Task:
Return, from the lines below, each one that includes the word "Αμπλιανίτη".

Stored data:
--------------------------------
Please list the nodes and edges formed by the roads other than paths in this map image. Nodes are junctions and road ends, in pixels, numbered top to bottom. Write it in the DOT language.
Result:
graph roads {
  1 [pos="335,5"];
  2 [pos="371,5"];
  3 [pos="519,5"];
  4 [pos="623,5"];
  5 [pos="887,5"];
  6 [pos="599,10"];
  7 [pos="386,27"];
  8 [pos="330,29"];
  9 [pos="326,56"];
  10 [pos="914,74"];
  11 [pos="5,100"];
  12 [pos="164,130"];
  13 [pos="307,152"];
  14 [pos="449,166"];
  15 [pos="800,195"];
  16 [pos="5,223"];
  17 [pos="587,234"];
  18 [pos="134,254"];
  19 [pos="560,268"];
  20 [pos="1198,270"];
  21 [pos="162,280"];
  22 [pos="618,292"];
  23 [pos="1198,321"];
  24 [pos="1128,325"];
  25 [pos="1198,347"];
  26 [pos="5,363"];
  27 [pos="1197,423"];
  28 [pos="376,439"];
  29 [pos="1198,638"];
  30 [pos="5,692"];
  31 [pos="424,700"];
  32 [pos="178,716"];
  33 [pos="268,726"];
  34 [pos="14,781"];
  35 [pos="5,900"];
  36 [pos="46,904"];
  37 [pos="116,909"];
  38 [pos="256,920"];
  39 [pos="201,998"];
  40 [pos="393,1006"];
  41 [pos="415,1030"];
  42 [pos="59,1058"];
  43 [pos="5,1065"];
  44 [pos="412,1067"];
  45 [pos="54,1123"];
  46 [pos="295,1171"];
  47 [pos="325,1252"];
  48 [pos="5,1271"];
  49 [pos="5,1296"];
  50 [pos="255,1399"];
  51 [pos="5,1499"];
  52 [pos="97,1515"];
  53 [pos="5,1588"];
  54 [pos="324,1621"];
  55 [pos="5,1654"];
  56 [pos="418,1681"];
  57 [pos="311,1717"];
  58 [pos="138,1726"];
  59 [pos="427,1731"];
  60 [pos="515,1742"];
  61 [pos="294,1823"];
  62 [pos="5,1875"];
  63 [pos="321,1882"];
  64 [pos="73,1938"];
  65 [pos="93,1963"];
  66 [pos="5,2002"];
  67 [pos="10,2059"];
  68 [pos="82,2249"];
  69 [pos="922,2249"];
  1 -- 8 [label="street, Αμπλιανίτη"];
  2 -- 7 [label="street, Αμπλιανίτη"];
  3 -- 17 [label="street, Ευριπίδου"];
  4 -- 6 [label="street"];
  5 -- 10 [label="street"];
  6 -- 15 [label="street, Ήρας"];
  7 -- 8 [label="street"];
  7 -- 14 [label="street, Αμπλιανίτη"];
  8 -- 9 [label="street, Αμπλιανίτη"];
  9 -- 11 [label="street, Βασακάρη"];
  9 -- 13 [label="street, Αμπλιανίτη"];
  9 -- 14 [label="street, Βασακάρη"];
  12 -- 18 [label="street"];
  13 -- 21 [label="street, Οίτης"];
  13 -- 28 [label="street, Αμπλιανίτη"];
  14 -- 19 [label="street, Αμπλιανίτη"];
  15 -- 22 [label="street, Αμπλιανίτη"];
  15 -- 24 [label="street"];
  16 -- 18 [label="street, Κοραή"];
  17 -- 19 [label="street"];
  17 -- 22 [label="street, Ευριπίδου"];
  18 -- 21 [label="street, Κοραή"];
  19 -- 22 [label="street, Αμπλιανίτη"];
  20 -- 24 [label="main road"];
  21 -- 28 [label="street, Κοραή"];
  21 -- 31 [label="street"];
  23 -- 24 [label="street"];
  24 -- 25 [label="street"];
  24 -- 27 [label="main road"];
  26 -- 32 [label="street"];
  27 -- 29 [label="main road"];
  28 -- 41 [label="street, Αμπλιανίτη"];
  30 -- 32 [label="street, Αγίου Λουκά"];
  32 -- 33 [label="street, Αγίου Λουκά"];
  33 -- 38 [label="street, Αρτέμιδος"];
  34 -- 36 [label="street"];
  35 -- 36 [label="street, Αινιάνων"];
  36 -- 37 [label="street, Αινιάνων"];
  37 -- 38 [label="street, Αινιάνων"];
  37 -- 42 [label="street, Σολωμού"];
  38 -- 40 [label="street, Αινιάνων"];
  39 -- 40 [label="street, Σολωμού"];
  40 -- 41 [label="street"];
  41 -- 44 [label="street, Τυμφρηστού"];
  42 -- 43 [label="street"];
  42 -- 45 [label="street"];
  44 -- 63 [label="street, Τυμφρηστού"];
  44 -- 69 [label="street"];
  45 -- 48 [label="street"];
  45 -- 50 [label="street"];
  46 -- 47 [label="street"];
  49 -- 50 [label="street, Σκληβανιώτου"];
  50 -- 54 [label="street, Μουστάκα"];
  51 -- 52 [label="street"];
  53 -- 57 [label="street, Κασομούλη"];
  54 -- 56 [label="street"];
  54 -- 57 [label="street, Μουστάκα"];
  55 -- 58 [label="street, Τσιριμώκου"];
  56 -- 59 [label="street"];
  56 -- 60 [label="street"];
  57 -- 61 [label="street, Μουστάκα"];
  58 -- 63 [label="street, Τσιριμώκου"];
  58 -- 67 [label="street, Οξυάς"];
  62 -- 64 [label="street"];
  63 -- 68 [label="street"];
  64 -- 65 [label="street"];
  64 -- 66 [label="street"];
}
--------------------------------
Exercise output:
  1 -- 8 [label="street, Αμπλιανίτη"];
  2 -- 7 [label="street, Αμπλιανίτη"];
  7 -- 14 [label="street, Αμπλιανίτη"];
  8 -- 9 [label="street, Αμπλιανίτη"];
  9 -- 13 [label="street, Αμπλιανίτη"];
  13 -- 28 [label="street, Αμπλιανίτη"];
  14 -- 19 [label="street, Αμπλιανίτη"];
  15 -- 22 [label="street, Αμπλιανίτη"];
  19 -- 22 [label="street, Αμπλιανίτη"];
  28 -- 41 [label="street, Αμπλιανίτη"];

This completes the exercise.